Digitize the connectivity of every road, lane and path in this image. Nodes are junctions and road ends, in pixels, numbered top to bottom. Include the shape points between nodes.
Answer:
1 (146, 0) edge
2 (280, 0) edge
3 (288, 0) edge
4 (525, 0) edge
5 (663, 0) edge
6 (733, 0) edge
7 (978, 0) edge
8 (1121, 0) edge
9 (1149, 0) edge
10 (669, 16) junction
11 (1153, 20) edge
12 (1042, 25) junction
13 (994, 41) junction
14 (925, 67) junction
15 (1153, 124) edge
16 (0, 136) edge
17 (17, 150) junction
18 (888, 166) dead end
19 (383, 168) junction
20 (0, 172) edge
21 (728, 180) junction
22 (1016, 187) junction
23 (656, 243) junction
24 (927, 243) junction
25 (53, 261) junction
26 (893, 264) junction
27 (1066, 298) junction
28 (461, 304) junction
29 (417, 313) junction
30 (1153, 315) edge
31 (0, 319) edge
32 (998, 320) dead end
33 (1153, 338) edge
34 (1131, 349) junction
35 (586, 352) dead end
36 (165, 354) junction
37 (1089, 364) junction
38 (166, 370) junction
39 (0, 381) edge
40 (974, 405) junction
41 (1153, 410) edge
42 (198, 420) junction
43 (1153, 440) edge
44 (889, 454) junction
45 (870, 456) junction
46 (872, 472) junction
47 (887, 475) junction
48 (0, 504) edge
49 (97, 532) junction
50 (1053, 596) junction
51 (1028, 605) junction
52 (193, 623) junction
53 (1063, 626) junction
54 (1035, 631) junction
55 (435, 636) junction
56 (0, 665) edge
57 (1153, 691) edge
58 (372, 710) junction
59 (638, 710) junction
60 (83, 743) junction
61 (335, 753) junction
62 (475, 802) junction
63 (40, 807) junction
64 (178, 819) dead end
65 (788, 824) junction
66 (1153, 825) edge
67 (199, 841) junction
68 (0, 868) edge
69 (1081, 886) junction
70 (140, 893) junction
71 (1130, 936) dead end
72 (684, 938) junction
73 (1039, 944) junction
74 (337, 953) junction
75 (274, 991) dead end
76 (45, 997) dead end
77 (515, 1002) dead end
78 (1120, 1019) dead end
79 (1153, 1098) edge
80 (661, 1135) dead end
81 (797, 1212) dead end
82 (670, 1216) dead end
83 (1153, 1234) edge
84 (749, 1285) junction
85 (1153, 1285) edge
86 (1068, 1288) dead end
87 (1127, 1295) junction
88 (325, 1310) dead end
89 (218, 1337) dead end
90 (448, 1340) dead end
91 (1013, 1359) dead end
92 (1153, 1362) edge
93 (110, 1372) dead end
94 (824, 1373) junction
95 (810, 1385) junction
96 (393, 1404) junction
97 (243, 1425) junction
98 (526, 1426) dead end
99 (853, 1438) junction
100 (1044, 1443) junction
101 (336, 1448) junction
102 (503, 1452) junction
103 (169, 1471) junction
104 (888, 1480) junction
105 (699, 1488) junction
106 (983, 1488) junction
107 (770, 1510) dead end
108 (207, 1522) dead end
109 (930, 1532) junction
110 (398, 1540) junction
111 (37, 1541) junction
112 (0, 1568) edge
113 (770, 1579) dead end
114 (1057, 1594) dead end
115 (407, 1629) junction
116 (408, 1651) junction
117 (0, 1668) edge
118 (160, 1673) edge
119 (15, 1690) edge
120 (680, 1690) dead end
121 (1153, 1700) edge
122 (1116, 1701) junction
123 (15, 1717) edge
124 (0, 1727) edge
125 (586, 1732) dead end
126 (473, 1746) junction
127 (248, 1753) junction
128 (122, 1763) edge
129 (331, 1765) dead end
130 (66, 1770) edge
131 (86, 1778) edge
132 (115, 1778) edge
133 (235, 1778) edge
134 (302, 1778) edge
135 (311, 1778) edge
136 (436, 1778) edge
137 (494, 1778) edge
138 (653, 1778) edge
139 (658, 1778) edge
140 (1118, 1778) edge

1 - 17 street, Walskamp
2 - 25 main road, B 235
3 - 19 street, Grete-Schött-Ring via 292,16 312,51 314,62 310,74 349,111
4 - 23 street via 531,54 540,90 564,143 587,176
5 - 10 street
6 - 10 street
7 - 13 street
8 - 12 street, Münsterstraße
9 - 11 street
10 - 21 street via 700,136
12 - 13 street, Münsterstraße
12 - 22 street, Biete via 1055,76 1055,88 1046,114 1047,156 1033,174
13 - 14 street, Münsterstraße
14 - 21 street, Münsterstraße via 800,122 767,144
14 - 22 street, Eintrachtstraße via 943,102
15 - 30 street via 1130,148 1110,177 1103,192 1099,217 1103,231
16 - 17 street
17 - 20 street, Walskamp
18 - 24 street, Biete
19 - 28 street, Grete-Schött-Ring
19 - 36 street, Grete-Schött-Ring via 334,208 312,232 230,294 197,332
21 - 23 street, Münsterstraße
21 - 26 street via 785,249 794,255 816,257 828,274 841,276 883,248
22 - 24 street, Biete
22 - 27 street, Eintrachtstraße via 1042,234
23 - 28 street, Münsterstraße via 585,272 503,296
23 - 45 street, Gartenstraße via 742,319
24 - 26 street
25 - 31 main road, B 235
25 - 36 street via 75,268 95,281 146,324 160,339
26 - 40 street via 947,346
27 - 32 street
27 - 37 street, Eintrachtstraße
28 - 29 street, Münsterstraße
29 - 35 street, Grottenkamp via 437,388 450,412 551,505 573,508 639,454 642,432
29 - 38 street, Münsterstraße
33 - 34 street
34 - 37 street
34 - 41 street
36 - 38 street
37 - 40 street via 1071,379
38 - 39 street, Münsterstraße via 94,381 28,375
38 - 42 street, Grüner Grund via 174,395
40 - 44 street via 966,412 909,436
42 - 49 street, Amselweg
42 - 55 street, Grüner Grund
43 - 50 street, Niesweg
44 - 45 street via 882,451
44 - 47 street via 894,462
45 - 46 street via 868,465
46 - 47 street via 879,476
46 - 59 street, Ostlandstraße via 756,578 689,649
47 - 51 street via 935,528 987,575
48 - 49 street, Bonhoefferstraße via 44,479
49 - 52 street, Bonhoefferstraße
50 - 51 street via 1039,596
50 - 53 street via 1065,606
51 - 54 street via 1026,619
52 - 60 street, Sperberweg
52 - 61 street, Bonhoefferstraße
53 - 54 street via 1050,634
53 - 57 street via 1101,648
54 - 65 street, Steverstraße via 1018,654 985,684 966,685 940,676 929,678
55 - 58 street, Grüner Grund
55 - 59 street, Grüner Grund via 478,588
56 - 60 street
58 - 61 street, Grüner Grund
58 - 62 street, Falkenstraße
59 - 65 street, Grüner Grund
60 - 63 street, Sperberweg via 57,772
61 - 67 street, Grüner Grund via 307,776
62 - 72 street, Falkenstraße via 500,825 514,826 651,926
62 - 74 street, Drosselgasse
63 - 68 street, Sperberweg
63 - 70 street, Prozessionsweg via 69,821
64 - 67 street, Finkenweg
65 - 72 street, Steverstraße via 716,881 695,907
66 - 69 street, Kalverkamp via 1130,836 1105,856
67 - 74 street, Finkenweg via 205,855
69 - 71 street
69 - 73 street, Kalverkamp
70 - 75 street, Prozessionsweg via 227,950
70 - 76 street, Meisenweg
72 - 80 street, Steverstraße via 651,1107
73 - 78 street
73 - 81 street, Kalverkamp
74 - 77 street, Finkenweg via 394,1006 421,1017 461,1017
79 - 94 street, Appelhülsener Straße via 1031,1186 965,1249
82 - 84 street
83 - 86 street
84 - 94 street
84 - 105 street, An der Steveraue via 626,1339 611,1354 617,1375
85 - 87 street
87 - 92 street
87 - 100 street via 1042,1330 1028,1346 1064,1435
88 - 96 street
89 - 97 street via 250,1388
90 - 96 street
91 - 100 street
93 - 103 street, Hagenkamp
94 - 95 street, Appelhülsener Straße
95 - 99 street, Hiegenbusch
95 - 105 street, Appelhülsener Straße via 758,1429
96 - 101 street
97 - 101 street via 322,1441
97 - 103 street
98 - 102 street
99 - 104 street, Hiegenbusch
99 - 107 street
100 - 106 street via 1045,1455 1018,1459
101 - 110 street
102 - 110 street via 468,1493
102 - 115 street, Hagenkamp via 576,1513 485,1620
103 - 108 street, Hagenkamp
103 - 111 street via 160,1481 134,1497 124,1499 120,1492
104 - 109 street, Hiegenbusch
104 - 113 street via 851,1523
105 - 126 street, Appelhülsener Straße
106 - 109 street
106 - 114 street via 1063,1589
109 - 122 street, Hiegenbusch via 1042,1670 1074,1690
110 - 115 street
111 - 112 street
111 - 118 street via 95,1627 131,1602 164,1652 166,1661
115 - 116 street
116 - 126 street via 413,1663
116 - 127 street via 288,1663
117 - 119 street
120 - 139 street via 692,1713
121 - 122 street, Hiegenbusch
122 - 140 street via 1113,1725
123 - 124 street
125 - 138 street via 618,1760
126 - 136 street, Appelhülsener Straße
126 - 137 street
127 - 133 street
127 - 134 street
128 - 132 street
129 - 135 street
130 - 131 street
=======
The lines to return are those in the entries above that include "Kalverkamp".

66 - 69 street, Kalverkamp via 1130,836 1105,856
69 - 73 street, Kalverkamp
73 - 81 street, Kalverkamp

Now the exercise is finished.